→ **SOURCE RECORDS**:
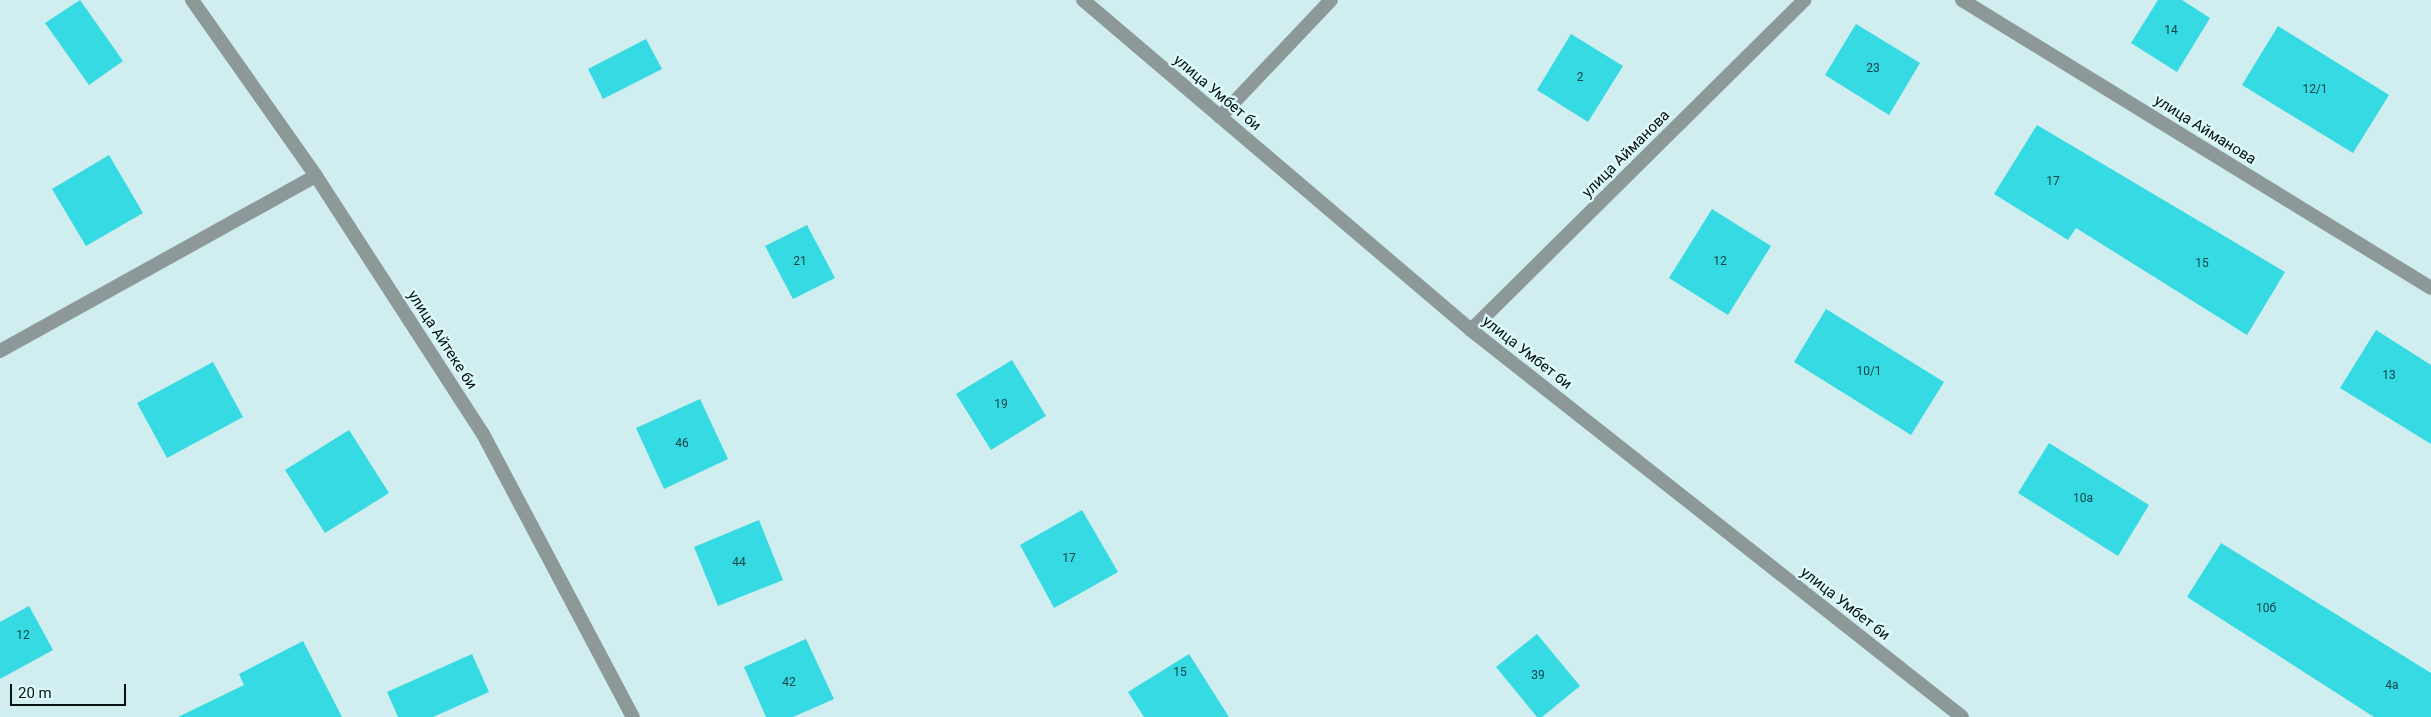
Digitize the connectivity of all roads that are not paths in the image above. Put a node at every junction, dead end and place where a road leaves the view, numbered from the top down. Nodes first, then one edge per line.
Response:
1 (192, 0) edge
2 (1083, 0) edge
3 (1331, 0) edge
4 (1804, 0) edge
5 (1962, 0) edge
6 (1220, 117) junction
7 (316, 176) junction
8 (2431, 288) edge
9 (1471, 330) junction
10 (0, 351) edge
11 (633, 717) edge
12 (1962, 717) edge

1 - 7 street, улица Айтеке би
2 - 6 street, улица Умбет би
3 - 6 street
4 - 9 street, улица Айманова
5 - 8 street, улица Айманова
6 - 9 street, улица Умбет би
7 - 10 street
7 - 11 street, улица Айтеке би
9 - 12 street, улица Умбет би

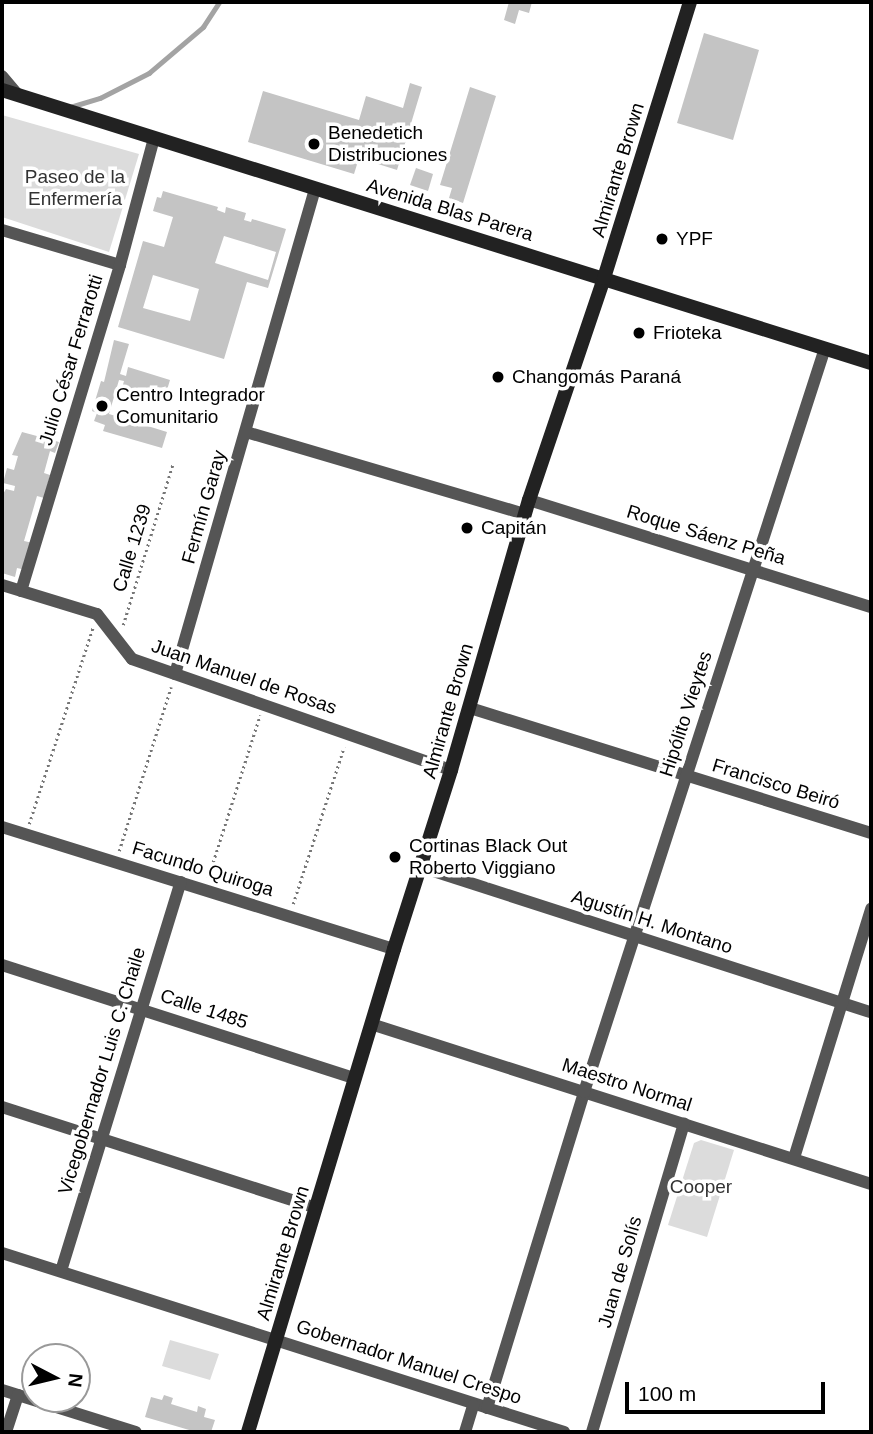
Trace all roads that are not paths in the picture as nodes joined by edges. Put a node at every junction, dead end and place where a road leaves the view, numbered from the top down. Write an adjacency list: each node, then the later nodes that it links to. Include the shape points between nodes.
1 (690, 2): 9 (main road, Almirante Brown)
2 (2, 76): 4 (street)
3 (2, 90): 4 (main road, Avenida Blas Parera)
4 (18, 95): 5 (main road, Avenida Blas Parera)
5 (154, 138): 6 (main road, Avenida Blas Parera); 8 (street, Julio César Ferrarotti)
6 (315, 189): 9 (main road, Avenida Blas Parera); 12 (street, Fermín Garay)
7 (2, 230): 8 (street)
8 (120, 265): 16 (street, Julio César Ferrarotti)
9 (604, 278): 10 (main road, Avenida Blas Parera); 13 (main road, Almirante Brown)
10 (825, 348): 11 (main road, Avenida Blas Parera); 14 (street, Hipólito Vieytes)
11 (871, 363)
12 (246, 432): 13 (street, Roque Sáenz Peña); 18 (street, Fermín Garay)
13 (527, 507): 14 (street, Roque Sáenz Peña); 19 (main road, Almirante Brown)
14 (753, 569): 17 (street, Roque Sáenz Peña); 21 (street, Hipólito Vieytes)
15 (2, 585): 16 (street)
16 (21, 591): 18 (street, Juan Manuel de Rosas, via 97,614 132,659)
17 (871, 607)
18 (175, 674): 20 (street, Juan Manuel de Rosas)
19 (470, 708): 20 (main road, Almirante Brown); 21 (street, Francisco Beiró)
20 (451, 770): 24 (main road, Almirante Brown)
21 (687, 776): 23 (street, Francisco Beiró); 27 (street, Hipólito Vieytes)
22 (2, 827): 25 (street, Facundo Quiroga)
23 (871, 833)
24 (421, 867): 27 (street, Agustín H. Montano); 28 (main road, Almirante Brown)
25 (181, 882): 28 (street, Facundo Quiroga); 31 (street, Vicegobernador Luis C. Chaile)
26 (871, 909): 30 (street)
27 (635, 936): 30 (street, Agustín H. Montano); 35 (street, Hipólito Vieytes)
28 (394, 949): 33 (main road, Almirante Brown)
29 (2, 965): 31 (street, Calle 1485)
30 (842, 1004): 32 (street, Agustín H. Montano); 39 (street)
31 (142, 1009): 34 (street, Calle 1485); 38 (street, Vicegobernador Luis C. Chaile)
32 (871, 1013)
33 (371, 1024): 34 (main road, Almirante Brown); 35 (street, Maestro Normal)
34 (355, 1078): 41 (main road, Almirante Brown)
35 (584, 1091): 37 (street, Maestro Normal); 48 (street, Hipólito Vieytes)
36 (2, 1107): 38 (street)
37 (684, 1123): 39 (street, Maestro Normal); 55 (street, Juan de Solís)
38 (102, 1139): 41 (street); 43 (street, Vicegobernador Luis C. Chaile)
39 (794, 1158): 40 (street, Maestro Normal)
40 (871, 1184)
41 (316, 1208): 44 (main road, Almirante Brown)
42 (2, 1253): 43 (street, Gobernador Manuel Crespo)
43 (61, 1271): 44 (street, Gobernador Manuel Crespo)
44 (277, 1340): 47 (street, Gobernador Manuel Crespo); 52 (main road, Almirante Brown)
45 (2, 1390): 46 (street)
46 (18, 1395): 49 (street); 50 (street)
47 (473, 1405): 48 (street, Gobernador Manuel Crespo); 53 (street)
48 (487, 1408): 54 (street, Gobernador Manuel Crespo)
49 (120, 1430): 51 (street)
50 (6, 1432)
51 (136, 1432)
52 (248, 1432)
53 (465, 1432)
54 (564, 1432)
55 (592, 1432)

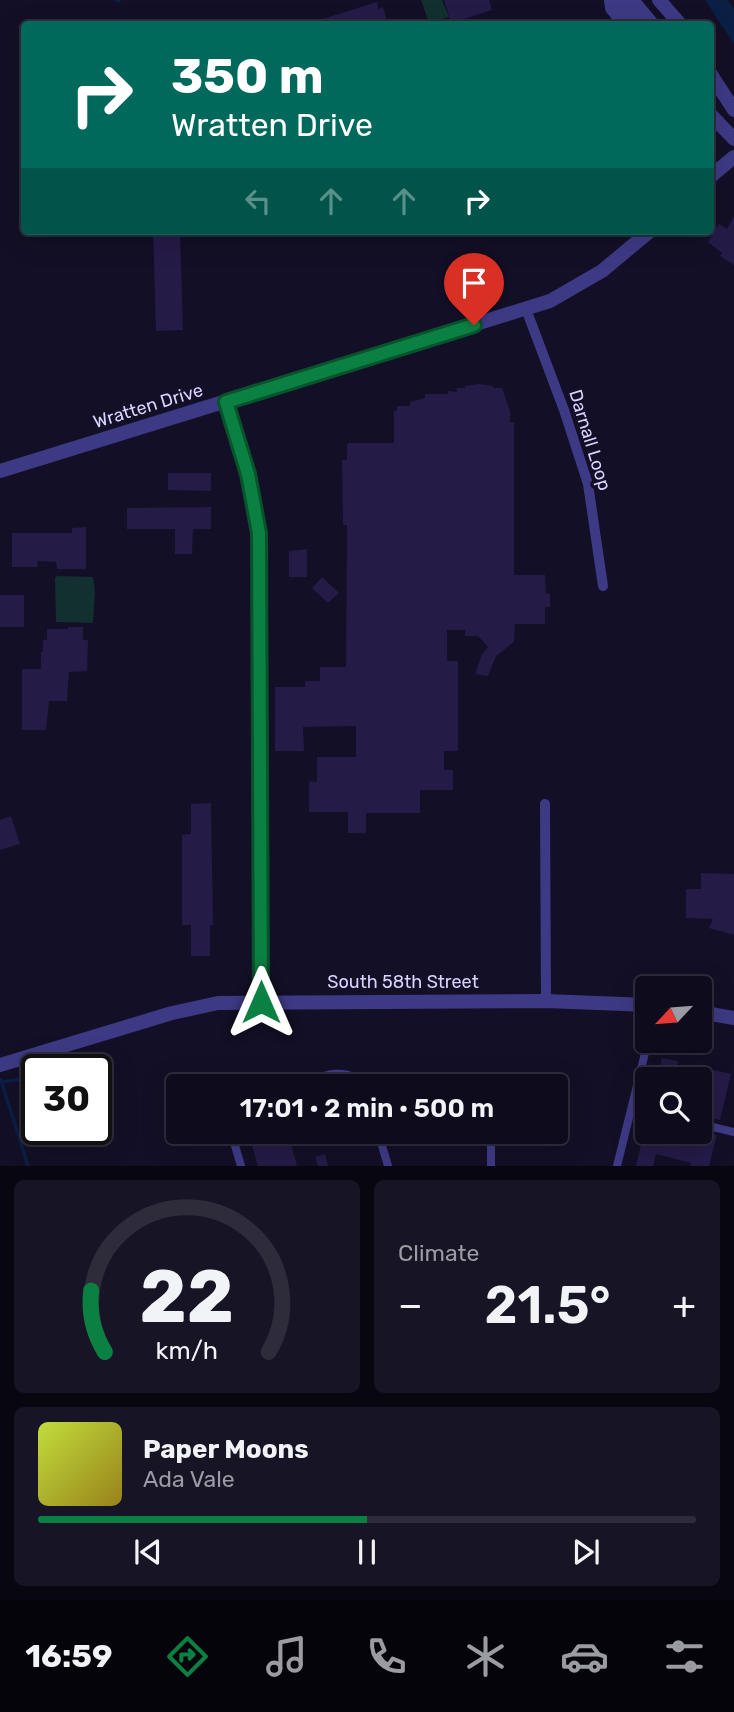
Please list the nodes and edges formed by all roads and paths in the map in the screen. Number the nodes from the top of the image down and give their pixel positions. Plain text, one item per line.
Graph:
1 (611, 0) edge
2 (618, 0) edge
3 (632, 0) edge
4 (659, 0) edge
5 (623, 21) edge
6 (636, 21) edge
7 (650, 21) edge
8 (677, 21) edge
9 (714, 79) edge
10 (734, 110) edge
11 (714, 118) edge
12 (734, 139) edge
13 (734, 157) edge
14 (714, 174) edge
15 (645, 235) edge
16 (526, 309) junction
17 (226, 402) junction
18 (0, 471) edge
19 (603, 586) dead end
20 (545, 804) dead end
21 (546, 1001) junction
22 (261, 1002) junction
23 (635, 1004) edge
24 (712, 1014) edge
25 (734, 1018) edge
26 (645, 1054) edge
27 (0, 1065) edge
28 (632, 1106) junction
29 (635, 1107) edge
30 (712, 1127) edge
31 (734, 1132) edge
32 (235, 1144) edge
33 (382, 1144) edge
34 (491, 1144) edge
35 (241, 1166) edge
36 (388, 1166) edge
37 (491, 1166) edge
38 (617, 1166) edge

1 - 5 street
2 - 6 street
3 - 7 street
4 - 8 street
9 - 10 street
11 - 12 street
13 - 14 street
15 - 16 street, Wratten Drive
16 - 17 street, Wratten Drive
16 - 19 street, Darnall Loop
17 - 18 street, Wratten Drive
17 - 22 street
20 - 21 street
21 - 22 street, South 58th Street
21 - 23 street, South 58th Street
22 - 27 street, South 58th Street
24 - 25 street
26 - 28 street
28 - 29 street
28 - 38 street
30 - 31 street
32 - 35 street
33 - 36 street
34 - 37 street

→ **WHAT THE TASK REQUIRES**: Where a line above holds the string "Wratten", show that line.

→ **RESPONSE AREA**:
15 - 16 street, Wratten Drive
16 - 17 street, Wratten Drive
17 - 18 street, Wratten Drive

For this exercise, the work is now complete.